TRIS Rating Affirms Issuer rating on “RHB” at “AA”, Short-term Issuer Rating at “T1+”, with “Stable” Outlook

Stocks News Tuesday June 30, 2020 16:11 —TRIS News Release

TRIS Rating affirms the issuer rating on RHB Bank Berhad Thailand (RHB Thailand) at “AA” and also affirms its short-term issuer rating at “T1+” with a “stable” outlook. The ratings reflect the credit profile of the headquarters RHB Bank Berhad, Malaysia (RHB Bank Berhad) and strong liquidity position of RHB Bank Berhad Thailand. Based on its legal status as a branch, RHB Bank Berhad Thailand is assigned the same rating as RHB Bank Berhad in Malaysia.

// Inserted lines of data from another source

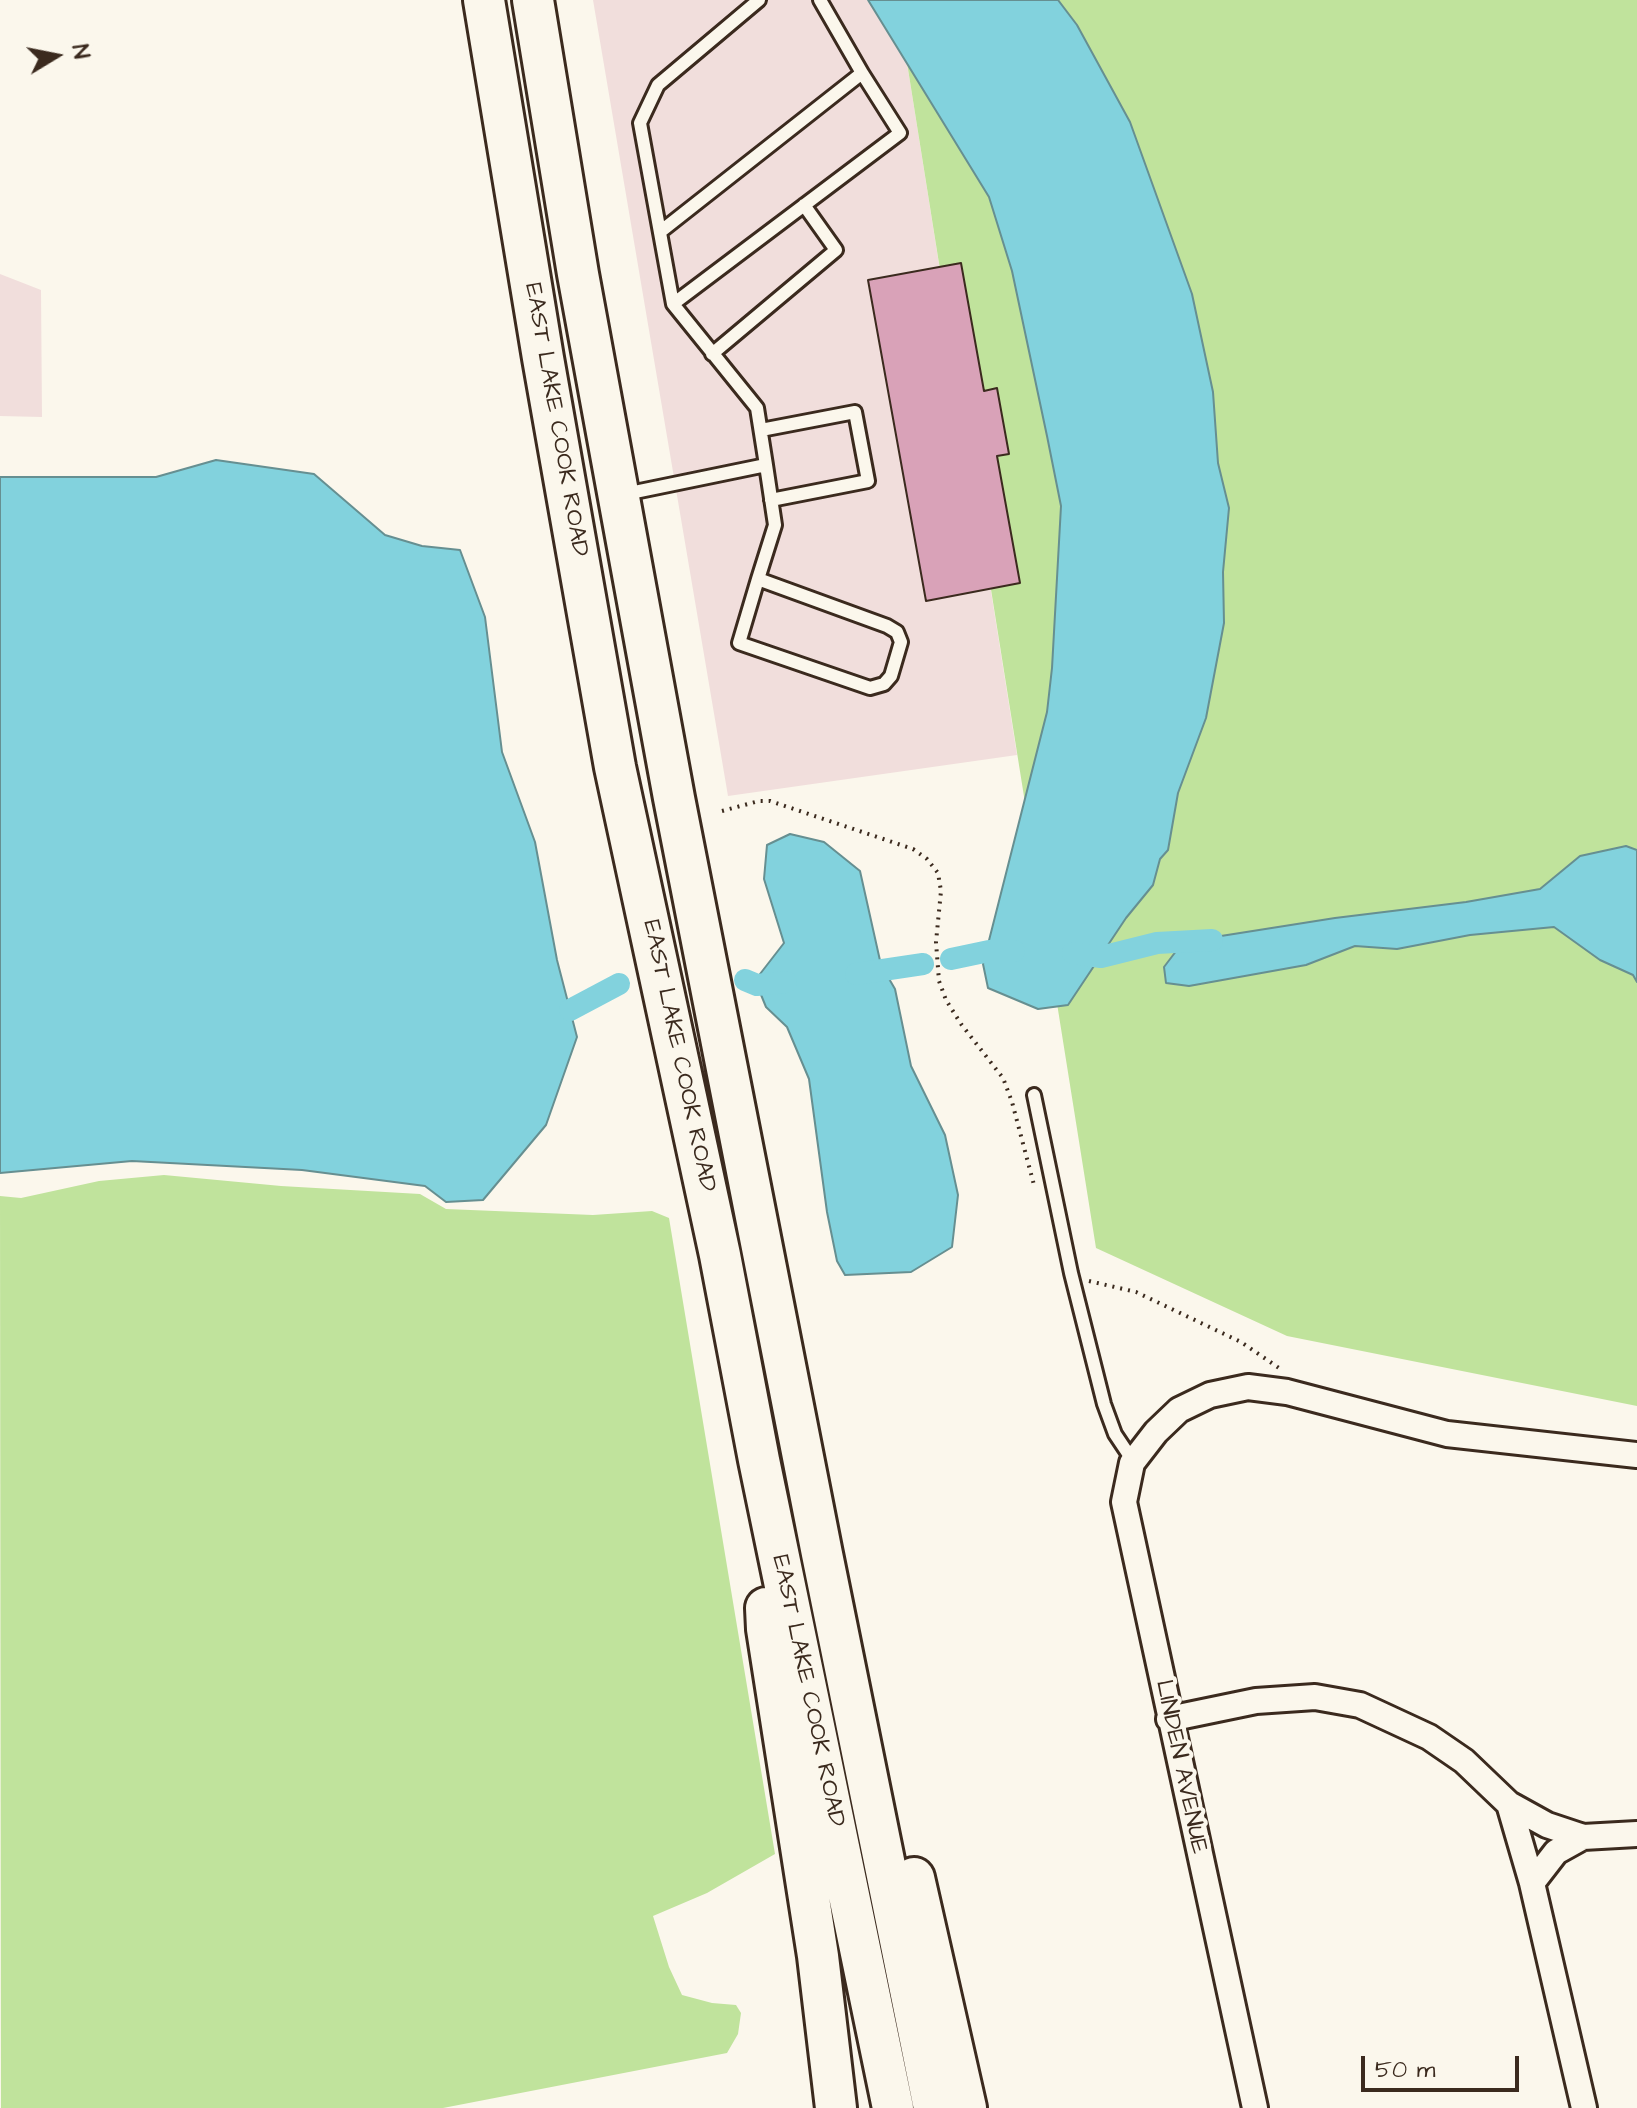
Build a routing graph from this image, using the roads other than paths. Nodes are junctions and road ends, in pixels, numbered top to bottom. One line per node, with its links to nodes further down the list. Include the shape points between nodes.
1 (484, 0): 14 (main road, EAST LAKE COOK ROAD)
2 (533, 0): 12 (main road, EAST LAKE COOK ROAD)
3 (759, 0): 7 (lane, via 658,85 640,123)
4 (820, 0): 5 (lane)
5 (862, 73): 6 (lane, via 900,133); 7 (lane)
6 (804, 205): 8 (lane); 9 (lane, via 836,250)
7 (660, 232): 8 (lane)
8 (673, 304): 9 (lane)
9 (712, 354): 10 (lane, via 757,408)
10 (761, 430): 11 (lane); 13 (lane, via 855,412 868,481)
11 (766, 465): 12 (lane); 13 (lane)
12 (618, 495): 14 (main road); 20 (main road, EAST LAKE COOK ROAD)
13 (771, 500): 15 (lane, via 775,525)
14 (570, 504): 18 (main road, EAST LAKE COOK ROAD, via 615,767)
15 (758, 579): 15 (lane, via 739,643 870,688 891,676 901,642 897,632)
16 (1034, 1095): 19 (lane, via 1104,1404)
17 (1637, 1455): 19 (street, LINDEN AVENUE, via 1447,1434 1287,1392 1248,1387 1210,1395 1179,1410)
18 (759, 1460): 26 (main road, via 767,1629); 27 (main road, EAST LAKE COOK ROAD)
19 (1133, 1461): 21 (street, LINDEN AVENUE, via 1124,1502)
20 (822, 1554): 28 (main road, EAST LAKE COOK ROAD); 29 (main road, via 871,1686)
21 (1169, 1719): 22 (street, via 1256,1701 1315,1697 1360,1705 1429,1737 1464,1761); 30 (street, LINDEN AVENUE)
22 (1509, 1804): 24 (street); 25 (street)
23 (1637, 1834): 24 (street)
24 (1583, 1837): 25 (street, via 1556,1852)
25 (1532, 1883): 31 (street)
26 (836, 2108)
27 (893, 2108)
28 (934, 2108)
29 (966, 2108)
30 (1255, 2108)
31 (1584, 2108)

The issuer rating on RHB Bank Berhad Thailand is based on TRIS Rating’s assessment of RHB Bank Berhad relative to its peers within the Malaysian banking industry. The rating takes into consideration RHB Bank Berhad’s relatively stable business profile supported by diversified earnings, strong capital, and conservative risk management. These strengths are, however, constrained by moderate profitability and a moderate deposit franchise, relative to peers.

As RHB Bank Berhad’s main business operation is in Malaysia, the rating also takes into consideration the strengths and risk profile of Malaysia’s economy and banking industry.

KEY RATING CONSIDERATIONS

A stable and diversified franchise

Our assessment of RHB Bank Berhad’s business position reflects its stable franchise, supported by a diversified business mix. The bank operates an established commercial bank franchise, and strong securities brokerage and investment banking, insurance, and asset management subsidiaries. Diverse revenue sources also support a stable business profile. In 2019, retail banking contributed 36% of the bank’s revenue, followed by treasury operations (20%), corporate and investment banking (18%), and business banking (15%).

RHB Bank Berhad is on-track through its FIT22 (2018-2022) strategy, as it continues to expand its presence in small and medium enterprise (SME) and affluent retail-banking space. It does so by promoting cross-selling of comprehensive financial solutions, including transaction banking, online loan origination, and deposit and wealth-management products. The bank has been able to gain market share in some of these segments over the past year. For instance, the bank’s SME lending market share rose to 9.6% at the end of 2019 from 9.0% at the end of 2018. Domestic retail deposit market share rose to 7.7% as of the end of first quarter 2020, from 7.3% at the end of 2018. Assets under management (AUM) of its asset management business also expanded 8.0% in 2019, raising market share to 11.1% at the end of 2019 from 10.6% at the end of 2018.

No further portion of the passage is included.